AVX-512 Works Surprisingly Well on Ryzen 7040 Series Phoenix CPUs

Ryzen Pro Mobile
(Image credit: AMD)

Phoronix recently benchmarked AMD's most sophisticated Ryzen mobile architecture, the 7040 mobile series, in AVX-512 workloads to see how performant it is compared to Intel's last two generations of AVX-512-supported CPUs in the mobile space. Turns out, AMD's Phoenix series CPUs are incredibly effective AVX-512 chips, easily beating out the competition in power efficiency and performance.

The CPUs Phoronix tested included a Ryzen 7 7840U, as well as Intel's older i7-1165G7, and i7-1065G7 — which were the last mobile CPUs to support AVX-512. The AMD chip blew past the older Intel CPUs outperforming the 1165G7 by 46% and outperformed the older 1065G7 by a whopping 63%. The Ryzen 7 chip also saw the highest performance gain when enabling AVX-512, with a 54% performance margin when enabling or disabling AVX-512. The Intel chips weren't even close, with a performance margin of 35%.

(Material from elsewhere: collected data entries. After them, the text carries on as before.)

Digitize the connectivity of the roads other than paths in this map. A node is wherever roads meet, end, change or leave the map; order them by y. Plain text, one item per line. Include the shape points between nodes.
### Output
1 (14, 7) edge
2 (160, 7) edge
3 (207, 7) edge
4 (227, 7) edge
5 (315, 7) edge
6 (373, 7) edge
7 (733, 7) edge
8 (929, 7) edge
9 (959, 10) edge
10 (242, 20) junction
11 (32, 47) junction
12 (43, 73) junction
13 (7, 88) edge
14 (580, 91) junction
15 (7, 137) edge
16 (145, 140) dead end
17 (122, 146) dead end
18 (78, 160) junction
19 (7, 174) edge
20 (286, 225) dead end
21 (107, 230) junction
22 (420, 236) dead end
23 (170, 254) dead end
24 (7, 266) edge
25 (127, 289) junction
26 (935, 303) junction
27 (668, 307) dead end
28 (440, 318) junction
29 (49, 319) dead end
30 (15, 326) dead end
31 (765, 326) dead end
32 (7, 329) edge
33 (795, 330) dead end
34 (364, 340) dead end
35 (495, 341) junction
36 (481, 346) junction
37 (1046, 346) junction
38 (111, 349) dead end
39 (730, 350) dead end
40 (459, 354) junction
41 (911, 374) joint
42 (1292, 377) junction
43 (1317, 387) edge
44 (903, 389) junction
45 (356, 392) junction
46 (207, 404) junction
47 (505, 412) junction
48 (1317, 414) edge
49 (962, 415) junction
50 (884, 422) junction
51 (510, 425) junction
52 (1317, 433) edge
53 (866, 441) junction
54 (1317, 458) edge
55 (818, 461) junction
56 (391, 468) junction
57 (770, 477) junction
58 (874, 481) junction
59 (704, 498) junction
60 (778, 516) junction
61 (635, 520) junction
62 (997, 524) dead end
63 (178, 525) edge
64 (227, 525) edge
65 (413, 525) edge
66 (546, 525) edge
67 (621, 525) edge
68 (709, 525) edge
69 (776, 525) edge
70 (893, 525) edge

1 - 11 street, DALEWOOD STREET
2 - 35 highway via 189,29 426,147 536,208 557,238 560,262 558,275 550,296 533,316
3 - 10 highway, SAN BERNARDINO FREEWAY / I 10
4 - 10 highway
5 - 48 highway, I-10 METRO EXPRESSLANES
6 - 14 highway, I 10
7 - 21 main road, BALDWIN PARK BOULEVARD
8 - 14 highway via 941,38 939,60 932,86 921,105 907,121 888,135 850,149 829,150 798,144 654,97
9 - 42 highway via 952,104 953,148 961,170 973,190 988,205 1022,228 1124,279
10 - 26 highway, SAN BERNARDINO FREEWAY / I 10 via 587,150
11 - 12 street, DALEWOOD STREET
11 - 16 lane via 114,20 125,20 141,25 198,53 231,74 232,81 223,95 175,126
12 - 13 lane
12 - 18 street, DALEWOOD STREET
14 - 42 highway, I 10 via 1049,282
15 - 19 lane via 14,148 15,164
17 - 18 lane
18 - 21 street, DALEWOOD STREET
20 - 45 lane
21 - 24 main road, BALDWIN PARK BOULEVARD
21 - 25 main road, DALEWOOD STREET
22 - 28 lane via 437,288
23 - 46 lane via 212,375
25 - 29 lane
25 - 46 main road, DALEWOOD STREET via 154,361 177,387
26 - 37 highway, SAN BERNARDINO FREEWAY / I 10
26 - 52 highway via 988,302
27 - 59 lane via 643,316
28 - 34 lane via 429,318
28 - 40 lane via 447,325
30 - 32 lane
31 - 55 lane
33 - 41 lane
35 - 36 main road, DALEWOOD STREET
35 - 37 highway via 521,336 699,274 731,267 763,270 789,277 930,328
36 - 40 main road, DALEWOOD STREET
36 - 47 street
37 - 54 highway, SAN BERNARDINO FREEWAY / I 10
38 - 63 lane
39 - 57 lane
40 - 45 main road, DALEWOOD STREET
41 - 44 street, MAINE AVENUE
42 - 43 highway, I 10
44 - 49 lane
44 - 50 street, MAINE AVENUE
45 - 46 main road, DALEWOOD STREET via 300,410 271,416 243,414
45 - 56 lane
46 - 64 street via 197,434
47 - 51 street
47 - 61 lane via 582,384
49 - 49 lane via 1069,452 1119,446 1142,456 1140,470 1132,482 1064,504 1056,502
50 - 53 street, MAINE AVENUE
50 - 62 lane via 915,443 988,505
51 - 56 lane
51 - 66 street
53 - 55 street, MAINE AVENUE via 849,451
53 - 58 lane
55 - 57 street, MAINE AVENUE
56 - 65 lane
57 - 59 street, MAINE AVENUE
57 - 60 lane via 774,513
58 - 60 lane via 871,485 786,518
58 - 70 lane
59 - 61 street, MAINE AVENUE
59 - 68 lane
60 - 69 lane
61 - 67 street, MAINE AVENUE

Phoronix AVX-512 Comparison

(Image credit: Phoronix)

AMD's performance gains with AVX-512 are impressive, especially given that Zen 4 — the CPU architecture the 7840U utilizes — is the very first architecture from team red to adopt the new instruction set. Intel, conversely, has had years of experience developing AVX-512-capable architectures but has failed to pull off the same performance margins as AMD. Intel also had to deal with other architectural oddities found in Rocket Lake and Alder Lake regarding AVX-512 performance and capability, that AMD's Zen 4 architecture does not have.

AVX-512 is a relatively new instruction set that was first developed by Intel in the mid-2010s. The instruction set offers more efficient data processing compared to other AVX standards and is capable of boosting highly complex computation workloads, such as scientific simulation, 3D modeling, analytics, data compression, deep learning, and more.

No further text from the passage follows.